Line by line, transcribe the data below exactly and pass over the images.

Human keypoint data:
◆ ◆ ◆ ◆ ◆

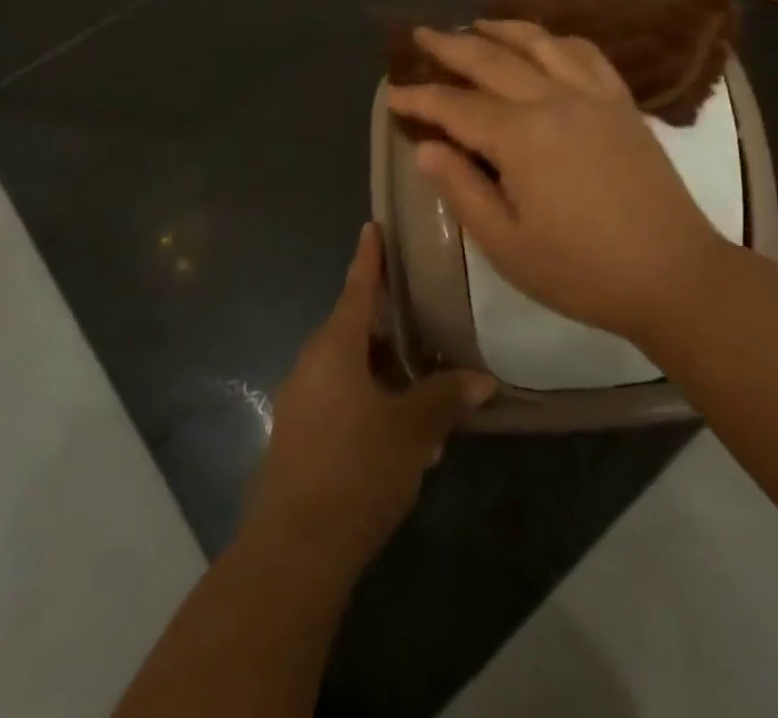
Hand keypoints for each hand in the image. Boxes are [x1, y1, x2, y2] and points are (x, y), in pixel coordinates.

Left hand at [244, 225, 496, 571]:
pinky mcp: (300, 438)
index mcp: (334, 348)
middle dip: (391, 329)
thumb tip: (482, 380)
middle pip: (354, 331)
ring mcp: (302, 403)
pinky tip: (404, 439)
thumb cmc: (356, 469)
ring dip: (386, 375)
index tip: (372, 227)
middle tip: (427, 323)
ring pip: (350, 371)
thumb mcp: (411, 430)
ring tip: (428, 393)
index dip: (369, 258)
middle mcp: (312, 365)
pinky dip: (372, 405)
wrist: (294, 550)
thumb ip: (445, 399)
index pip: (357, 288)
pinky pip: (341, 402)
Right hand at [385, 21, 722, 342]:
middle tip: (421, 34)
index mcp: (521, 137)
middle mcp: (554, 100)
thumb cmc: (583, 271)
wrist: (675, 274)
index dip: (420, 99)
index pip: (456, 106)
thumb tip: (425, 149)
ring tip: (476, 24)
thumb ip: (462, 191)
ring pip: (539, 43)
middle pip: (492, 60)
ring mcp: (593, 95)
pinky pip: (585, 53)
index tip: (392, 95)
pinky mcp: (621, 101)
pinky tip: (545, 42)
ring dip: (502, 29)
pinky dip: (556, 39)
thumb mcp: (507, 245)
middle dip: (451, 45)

◆ ◆ ◆ ◆ ◆

Answer for the task »
Hand keypoints for each hand in the image. Boxes are [x1, y1, x2, y2] and points are (x, y), in pixel coordinates.

Left hand at [244, 225, 496, 571]:
pinky mcp: (300, 438)
index mcp: (334, 348)
middle dip: (391, 329)
thumb tip: (482, 380)
middle pip: (354, 331)
ring mcp: (302, 403)
pinky tip: (404, 439)
thumb cmc: (356, 469)
ring dip: (386, 375)
index tip: (372, 227)
middle tip: (427, 323)
ring pip: (350, 371)
thumb mcp: (411, 430)
ring tip: (428, 393)
index dip: (369, 258)
middle mcp: (312, 365)
pinky dip: (372, 405)
wrist: (294, 550)
thumb ip: (445, 399)
index pip: (357, 288)
pinky pip: (341, 402)
Right hand at [385, 21, 722, 342]:
middle tip: (421, 34)
index mcp: (521, 137)
middle mcp: (554, 100)
thumb cmc: (583, 271)
wrist: (675, 274)
index dip: (420, 99)
index pip: (456, 106)
thumb tip: (425, 149)
ring tip: (476, 24)
thumb ip: (462, 191)
ring pip: (539, 43)
middle pip: (492, 60)
ring mcp: (593, 95)
pinky pip: (585, 53)
index tip: (392, 95)
pinky mcp: (621, 101)
pinky tip: (545, 42)
ring dip: (502, 29)
pinky dip: (556, 39)
thumb mcp: (507, 245)
middle dip: (451, 45)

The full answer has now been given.